→ Task to complete
Reproduce the entire listing exactly as written, apart from its pictures.

→ Recorded data

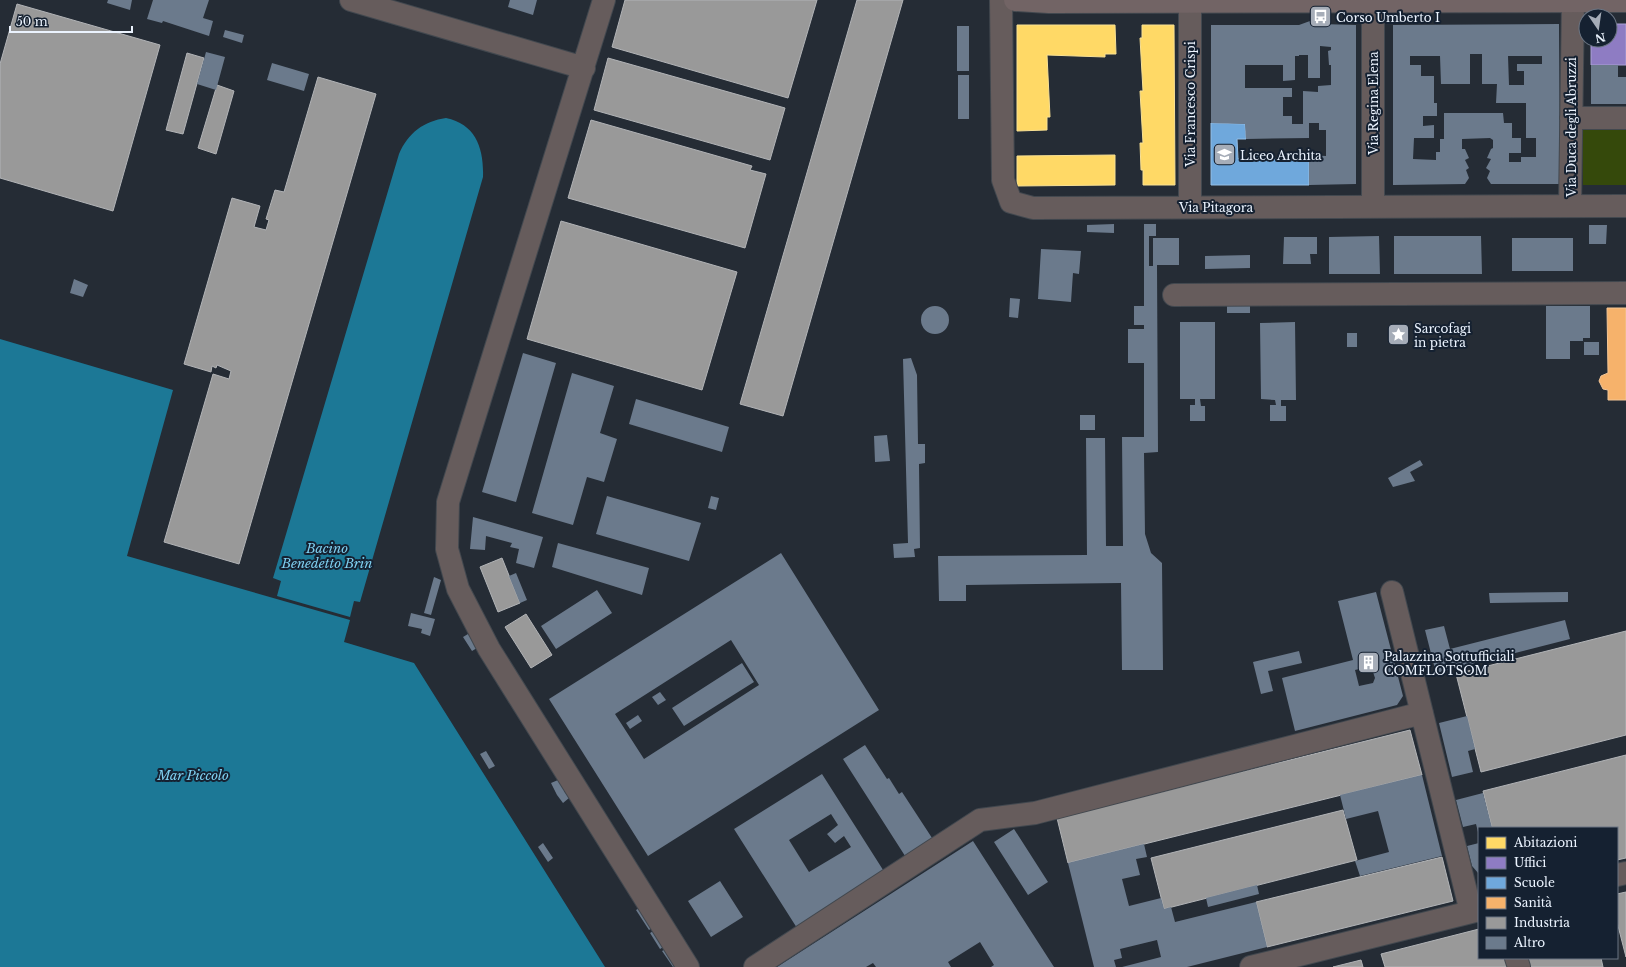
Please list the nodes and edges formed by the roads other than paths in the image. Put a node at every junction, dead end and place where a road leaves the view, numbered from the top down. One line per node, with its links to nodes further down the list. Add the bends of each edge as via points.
1 (351, 0): 9 (street)
2 (604, 0): 9 (street)
3 (1001, 0): 15 (street, Via Pitagora, via 1003,180 1011,202 1033,208)
4 (1015, 0): 5 (main road)
5 (1190, 1): 6 (main road); 15 (street, Via Francesco Crispi)
6 (1373, 1): 7 (main road); 12 (street, Via Regina Elena)
7 (1572, 1): 8 (main road); 10 (street, Via Duca degli Abruzzi)
8 (1626, 1)
9 (584, 68): 21 (street, via 448,502 447,549 458,589 489,649)
10 (1571, 118): 11 (street); 13 (street, Via Duca degli Abruzzi)
11 (1626, 118)
12 (1373, 206): 13 (street, Via Pitagora); 15 (street, Via Pitagora)
13 (1570, 206): 14 (street, Via Pitagora)
14 (1626, 206)
15 (1190, 207)
16 (1626, 293): 17 (street)
17 (1174, 295)
18 (1392, 592): 19 (street)
19 (1422, 713): 20 (street); 22 (street, via 1035,813 980,820)
20 (1475, 911): 23 (street)
21 (688, 967)
22 (755, 967)
23 (1251, 967)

→ Task solution
Please list the nodes and edges formed by the roads other than paths in the image. Put a node at every junction, dead end and place where a road leaves the view, numbered from the top down. One line per node, with its links to nodes further down the list. Add the bends of each edge as via points.
1 (351, 0): 9 (street)
2 (604, 0): 9 (street)
3 (1001, 0): 15 (street, Via Pitagora, via 1003,180 1011,202 1033,208)
4 (1015, 0): 5 (main road)
5 (1190, 1): 6 (main road); 15 (street, Via Francesco Crispi)
6 (1373, 1): 7 (main road); 12 (street, Via Regina Elena)
7 (1572, 1): 8 (main road); 10 (street, Via Duca degli Abruzzi)
8 (1626, 1)
9 (584, 68): 21 (street, via 448,502 447,549 458,589 489,649)
10 (1571, 118): 11 (street); 13 (street, Via Duca degli Abruzzi)
11 (1626, 118)
12 (1373, 206): 13 (street, Via Pitagora); 15 (street, Via Pitagora)
13 (1570, 206): 14 (street, Via Pitagora)
14 (1626, 206)
15 (1190, 207)
16 (1626, 293): 17 (street)
17 (1174, 295)
18 (1392, 592): 19 (street)
19 (1422, 713): 20 (street); 22 (street, via 1035,813 980,820)
20 (1475, 911): 23 (street)
21 (688, 967)
22 (755, 967)
23 (1251, 967)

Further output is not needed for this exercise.